Bill Esman 30 November 2009

Dr Rue needs to play the ball and not the man. Increasingly, people like Dr Pell, many eminent scientists and now the ordinary person in the street are recognising the "human-caused climate change" matter for the expensive fraud that it is (eg British email scandal). The smell of corruption by people/agencies who stand to make big $$ or retain pointless jobs out of blaming humans for a natural event that has been going on for hundreds of millions of years is rising.

Climate-change alternatives (not sceptics - horrible word) are not nutters. We are realistic people with a balanced study of both sides of the issue and a healthy suspicion of human nature when big dollars and egos are involved. If CO2 (not a poison by the way) is rising, why is the earth cooling? Even pro human-caused climate change activists acknowledge that and can't explain it. The answer isn't rocket science.

We need to be good stewards of creation of course, but for the right reasons.

Rodger Punch 30 November 2009

Keep up the good fight, Dr Rue. I am disappointed almost on a daily basis to hear how the slogans of climate change deniers/sceptics make rational discussion/conversation on climate change impossible. The way fear has been exploited is disgraceful. Fear of loss of jobs. Fear of a huge new tax. Fear of economic insecurity. The likelihood of new "green" jobs doesn't get a look in. How has this new tax been calculated and who will pay it? What will be the world wide benefits if a carbon reduction scheme is introduced?

Lenin once said "Get the slogan right and we will win over the people." The advertising industry has learned this. And so have the climate change deniers.

Uncle Pat 30 November 2009

Father Charles, regrettably I have to say 'what a rant'!

I object to your criticiam of Cardinal George Pell who has a better grip of reality than most.

You omitted to mention that 30,000 scientists are on record as holding the opposite position to yourself and the IPCC.
If you allege temperatures have been rising for 200 years why did you omit discussion on the Paul Elich campaign, of 40 years ago, to convince us that the world was going to freeze, with millions of deaths.
Don't overlook the fact that some of we old buffers have seen 'saviours' come and go.
Official records show that global temperatures peaked in 1998.The year 2008 was the coolest
for a decade.

I invite you to contact me in five years time if temperatures have not declined further.

Pat Healy

Pat Healy 30 November 2009

As I read this article, I notice that there is an ad for Flight Centre down the right hand side of my screen. Rather ironic is it not?

I have read so many articles in this journal calling for us to change our ways before we kill the planet. And here they are advertising for one of the greatest carbon pollouters on the planet, air travel.

Timothy Scully 30 November 2009

Dr Rue's Church of Climatology has not produced the evidence to justify Rudd's tax of $116 billion on Australians over the next 10 years.

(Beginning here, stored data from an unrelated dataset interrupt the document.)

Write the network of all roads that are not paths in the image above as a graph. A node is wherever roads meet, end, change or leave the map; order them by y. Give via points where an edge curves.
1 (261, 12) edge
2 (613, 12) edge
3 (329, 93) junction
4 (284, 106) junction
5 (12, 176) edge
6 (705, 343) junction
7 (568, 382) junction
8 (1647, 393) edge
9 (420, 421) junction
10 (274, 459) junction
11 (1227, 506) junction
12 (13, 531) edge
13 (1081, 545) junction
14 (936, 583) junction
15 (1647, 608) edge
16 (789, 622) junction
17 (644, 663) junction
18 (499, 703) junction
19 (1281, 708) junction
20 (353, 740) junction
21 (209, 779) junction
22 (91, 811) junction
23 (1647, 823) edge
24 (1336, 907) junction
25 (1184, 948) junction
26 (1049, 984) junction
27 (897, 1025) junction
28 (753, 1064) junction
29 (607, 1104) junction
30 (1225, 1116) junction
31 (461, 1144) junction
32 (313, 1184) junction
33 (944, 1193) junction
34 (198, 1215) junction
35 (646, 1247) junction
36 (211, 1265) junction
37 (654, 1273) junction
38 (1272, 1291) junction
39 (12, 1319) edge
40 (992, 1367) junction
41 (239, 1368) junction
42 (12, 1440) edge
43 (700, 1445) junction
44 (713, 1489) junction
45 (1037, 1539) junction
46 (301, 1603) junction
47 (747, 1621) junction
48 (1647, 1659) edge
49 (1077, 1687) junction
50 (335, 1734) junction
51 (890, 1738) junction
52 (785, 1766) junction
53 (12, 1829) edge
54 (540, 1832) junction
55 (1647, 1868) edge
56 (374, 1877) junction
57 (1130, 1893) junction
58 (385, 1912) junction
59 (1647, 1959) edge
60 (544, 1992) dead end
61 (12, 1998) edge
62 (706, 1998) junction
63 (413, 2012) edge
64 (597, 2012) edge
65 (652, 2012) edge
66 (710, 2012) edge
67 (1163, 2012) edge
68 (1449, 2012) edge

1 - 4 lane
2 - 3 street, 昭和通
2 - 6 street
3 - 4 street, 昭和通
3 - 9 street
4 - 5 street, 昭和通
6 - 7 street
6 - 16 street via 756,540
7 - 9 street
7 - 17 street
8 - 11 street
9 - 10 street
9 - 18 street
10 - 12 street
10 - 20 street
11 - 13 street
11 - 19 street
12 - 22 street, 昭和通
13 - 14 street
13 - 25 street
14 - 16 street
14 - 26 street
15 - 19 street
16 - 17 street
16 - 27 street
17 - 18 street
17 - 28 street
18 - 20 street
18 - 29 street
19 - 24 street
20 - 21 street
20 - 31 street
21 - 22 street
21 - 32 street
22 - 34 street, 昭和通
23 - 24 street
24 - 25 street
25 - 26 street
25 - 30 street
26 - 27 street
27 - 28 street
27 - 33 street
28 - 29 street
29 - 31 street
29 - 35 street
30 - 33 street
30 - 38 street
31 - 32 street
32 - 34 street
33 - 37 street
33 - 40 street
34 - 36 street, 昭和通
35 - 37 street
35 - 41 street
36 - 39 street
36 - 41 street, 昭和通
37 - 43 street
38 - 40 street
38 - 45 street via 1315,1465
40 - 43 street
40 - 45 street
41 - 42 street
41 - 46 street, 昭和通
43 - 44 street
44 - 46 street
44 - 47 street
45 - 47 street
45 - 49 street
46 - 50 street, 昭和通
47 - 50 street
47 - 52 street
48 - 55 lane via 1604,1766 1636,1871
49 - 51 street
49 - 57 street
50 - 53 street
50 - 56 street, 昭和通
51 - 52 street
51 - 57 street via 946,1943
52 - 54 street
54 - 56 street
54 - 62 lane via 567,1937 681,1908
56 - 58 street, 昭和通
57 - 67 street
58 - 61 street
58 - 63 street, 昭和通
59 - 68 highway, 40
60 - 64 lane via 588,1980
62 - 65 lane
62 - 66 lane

Peter Flood 30 November 2009

This was a good article, Dr Rue, and a welcome addition to what should have been a debate, but has now turned into a debacle. Those calling for watertight proof need to be reminded of the Precautionary Principle, and those trying to sidestep the important points about the carbon lobby don't seem to understand just how powerful it is. Rudd's scheme is appalling but only because it does too little, relies on the market instead of sound regulation, and gives huge polluting permits to the big polluters. We can do better and must do better.

wv 30 November 2009

I think a contrary view needs to be put. I believe climate change is always with us, but I am increasingly of the view that CO2 is not to blame. Recent empirical evidence (as opposed to computer modelling) indicates that the atmosphere has a negative, not positive feedback effect on CO2 emissions. This would render all the IPCC models inaccurate.

We now know that the most respected of IPCC contributors have been guilty of failing the scientific method test (to put it kindly).

The new evidence that is emerging surely requires us to maintain an open mind and not apply pejoratives to anyone with an opposing view.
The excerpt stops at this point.